### TASK GOAL
Each record below needs to be reproduced precisely, though not its pictures.

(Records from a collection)
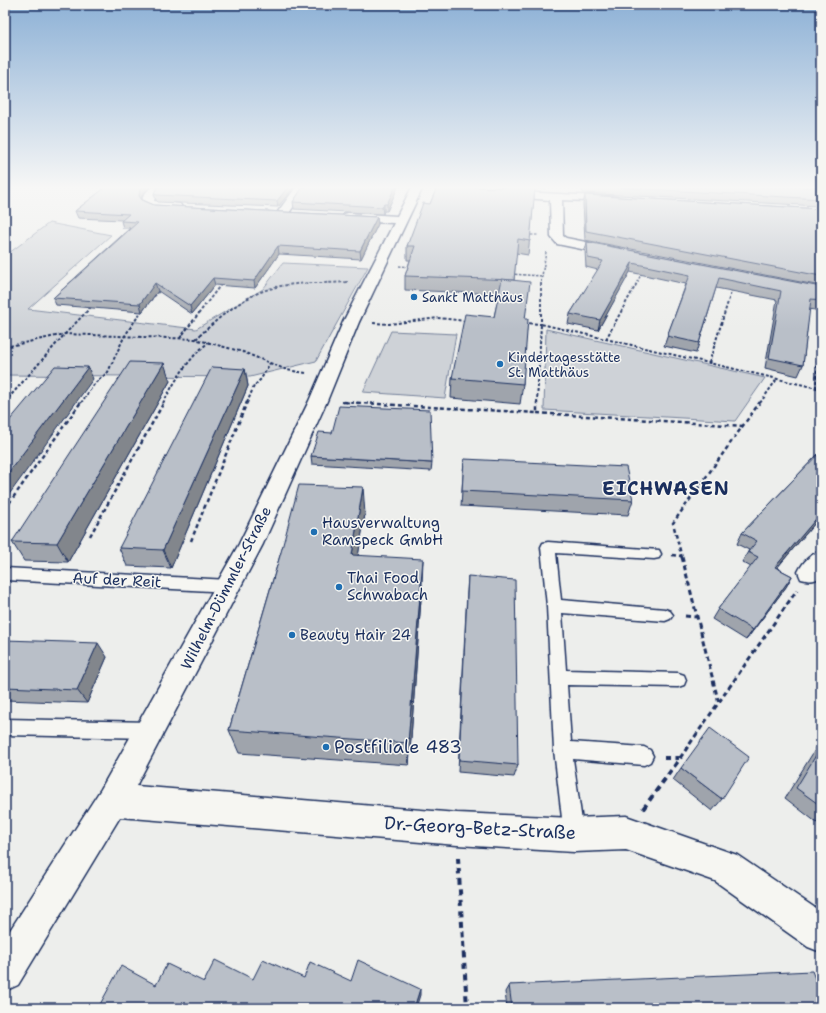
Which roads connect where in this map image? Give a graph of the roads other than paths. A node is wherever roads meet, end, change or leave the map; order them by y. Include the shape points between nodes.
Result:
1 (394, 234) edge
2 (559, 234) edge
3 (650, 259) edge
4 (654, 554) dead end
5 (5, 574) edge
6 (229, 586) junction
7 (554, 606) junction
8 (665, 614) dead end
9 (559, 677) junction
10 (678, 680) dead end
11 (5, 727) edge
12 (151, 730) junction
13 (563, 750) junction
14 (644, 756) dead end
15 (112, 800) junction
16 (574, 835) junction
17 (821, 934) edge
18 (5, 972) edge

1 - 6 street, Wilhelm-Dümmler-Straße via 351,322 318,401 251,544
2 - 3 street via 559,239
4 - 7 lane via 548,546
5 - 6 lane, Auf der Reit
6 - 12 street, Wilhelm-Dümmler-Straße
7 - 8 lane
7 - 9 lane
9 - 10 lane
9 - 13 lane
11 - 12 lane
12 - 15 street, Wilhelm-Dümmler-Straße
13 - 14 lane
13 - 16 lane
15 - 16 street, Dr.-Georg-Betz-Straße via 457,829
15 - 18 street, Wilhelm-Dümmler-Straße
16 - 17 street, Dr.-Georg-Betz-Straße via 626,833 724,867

### RESULT OF THE TASK
Which roads connect where in this map image? Give a graph of the roads other than paths. A node is wherever roads meet, end, change or leave the map; order them by y. Include the shape points between nodes.
Result:
1 (394, 234) edge
2 (559, 234) edge
3 (650, 259) edge
4 (654, 554) dead end
5 (5, 574) edge
6 (229, 586) junction
7 (554, 606) junction
8 (665, 614) dead end
9 (559, 677) junction
10 (678, 680) dead end
11 (5, 727) edge
12 (151, 730) junction
13 (563, 750) junction
14 (644, 756) dead end
15 (112, 800) junction
16 (574, 835) junction
17 (821, 934) edge
18 (5, 972) edge

1 - 6 street, Wilhelm-Dümmler-Straße via 351,322 318,401 251,544
2 - 3 street via 559,239
4 - 7 lane via 548,546
5 - 6 lane, Auf der Reit
6 - 12 street, Wilhelm-Dümmler-Straße
7 - 8 lane
7 - 9 lane
9 - 10 lane
9 - 13 lane
11 - 12 lane
12 - 15 street, Wilhelm-Dümmler-Straße
13 - 14 lane
13 - 16 lane
15 - 16 street, Dr.-Georg-Betz-Straße via 457,829
15 - 18 street, Wilhelm-Dümmler-Straße
16 - 17 street, Dr.-Georg-Betz-Straße via 626,833 724,867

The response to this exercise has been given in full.